From the entries below, gather every line containing the string "change".

▶ INPUT:
· · ·

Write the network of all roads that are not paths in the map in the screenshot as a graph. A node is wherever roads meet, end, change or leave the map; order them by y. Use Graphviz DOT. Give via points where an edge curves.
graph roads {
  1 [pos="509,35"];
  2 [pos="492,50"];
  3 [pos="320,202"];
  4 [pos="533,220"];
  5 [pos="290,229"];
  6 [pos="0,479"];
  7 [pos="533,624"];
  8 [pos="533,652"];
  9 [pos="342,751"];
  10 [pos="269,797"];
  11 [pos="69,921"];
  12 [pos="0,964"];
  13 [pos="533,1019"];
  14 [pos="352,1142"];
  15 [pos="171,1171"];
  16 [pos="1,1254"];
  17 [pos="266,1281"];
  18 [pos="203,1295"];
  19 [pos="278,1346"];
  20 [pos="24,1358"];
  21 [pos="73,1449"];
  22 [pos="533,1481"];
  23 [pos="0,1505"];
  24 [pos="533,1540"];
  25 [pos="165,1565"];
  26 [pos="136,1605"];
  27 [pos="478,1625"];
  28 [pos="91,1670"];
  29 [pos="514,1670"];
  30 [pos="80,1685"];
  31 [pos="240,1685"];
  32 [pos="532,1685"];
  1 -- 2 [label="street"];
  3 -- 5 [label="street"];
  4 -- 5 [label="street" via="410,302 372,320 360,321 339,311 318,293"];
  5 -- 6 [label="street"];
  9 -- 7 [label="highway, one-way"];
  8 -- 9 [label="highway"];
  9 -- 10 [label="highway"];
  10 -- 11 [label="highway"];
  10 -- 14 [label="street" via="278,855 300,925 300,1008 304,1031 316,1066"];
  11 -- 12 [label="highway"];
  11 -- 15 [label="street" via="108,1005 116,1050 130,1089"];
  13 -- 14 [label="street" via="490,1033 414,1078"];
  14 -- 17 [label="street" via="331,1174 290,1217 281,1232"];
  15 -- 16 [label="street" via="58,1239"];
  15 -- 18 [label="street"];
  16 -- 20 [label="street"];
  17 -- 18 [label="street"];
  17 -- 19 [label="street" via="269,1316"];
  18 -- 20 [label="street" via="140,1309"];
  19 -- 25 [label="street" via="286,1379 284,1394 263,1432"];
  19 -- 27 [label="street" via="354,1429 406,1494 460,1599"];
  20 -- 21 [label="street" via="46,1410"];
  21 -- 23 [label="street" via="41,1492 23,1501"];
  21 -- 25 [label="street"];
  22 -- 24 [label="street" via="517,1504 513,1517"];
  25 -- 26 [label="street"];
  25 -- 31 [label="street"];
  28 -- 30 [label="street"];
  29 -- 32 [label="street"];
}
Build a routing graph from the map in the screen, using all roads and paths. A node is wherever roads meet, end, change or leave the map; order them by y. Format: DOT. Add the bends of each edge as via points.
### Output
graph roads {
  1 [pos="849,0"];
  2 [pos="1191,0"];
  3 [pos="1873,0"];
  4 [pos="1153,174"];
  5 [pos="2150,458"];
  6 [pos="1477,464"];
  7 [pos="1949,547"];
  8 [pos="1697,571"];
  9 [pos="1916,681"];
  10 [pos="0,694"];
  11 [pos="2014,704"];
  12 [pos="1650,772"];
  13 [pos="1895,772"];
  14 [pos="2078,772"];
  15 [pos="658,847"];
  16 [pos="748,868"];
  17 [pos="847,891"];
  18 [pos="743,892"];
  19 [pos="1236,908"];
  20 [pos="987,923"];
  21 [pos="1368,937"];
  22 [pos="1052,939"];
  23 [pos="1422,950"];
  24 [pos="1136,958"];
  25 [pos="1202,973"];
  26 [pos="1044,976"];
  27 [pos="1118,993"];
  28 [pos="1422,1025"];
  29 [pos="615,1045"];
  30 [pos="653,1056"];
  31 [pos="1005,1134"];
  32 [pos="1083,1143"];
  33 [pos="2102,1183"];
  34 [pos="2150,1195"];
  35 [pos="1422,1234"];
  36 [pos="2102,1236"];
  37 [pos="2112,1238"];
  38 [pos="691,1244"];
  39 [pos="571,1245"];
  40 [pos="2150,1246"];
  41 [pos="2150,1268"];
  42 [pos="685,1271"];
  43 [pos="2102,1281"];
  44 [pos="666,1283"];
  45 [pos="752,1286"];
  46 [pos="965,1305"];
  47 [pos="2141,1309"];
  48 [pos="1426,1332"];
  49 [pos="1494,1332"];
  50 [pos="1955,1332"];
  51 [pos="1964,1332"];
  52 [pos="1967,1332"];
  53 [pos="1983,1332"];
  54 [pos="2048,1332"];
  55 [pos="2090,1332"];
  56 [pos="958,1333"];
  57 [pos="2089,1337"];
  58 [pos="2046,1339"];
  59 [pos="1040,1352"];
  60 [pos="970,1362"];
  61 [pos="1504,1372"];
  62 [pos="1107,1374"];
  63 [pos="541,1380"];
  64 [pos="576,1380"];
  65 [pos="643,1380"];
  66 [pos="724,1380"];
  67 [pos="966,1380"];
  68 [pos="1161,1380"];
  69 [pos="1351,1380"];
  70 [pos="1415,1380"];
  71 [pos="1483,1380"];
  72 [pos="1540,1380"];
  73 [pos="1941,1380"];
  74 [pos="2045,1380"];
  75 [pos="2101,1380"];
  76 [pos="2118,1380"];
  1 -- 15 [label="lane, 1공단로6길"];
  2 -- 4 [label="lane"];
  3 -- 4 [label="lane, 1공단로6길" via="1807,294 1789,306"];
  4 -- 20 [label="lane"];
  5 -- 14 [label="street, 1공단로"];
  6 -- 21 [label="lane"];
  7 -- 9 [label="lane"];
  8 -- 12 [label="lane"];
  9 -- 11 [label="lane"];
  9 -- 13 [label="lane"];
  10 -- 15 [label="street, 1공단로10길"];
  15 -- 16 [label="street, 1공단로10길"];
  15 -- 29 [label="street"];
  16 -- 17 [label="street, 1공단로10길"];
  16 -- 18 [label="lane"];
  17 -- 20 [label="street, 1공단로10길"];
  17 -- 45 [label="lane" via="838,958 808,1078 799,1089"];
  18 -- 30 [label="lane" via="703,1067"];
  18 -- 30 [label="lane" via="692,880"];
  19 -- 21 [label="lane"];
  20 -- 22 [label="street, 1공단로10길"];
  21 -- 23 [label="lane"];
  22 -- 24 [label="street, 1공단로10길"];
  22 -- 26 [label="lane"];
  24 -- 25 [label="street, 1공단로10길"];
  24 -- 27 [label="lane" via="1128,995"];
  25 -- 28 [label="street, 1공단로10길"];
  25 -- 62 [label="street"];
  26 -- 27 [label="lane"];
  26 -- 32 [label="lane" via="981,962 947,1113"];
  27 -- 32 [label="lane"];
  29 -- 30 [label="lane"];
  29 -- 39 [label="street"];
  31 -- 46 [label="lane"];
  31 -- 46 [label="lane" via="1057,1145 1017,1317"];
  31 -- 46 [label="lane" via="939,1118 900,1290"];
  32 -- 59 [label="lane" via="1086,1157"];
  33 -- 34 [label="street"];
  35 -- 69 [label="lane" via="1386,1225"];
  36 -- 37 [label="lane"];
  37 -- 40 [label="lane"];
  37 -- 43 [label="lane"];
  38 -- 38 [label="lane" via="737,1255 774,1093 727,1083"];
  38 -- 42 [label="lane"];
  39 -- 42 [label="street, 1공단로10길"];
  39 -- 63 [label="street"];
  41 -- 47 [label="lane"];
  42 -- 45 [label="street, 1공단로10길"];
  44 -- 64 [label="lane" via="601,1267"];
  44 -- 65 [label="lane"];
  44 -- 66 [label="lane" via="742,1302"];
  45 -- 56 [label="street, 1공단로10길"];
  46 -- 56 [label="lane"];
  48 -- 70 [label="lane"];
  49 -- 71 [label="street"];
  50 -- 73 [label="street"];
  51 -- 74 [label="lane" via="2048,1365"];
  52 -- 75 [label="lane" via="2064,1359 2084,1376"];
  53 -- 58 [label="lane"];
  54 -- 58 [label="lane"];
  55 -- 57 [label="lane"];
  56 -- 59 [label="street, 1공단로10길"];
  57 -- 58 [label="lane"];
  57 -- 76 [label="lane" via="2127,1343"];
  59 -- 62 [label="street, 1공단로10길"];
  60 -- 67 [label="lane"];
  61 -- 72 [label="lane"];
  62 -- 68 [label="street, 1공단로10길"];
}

· · ·

▶ RESULT OF THIS EXERCISE:
Write the network of all roads that are not paths in the map in the screenshot as a graph. A node is wherever roads meet, end, change or leave the map; order them by y. Use Graphviz DOT. Give via points where an edge curves.
Build a routing graph from the map in the screen, using all roads and paths. A node is wherever roads meet, end, change or leave the map; order them by y. Format: DOT. Add the bends of each edge as via points.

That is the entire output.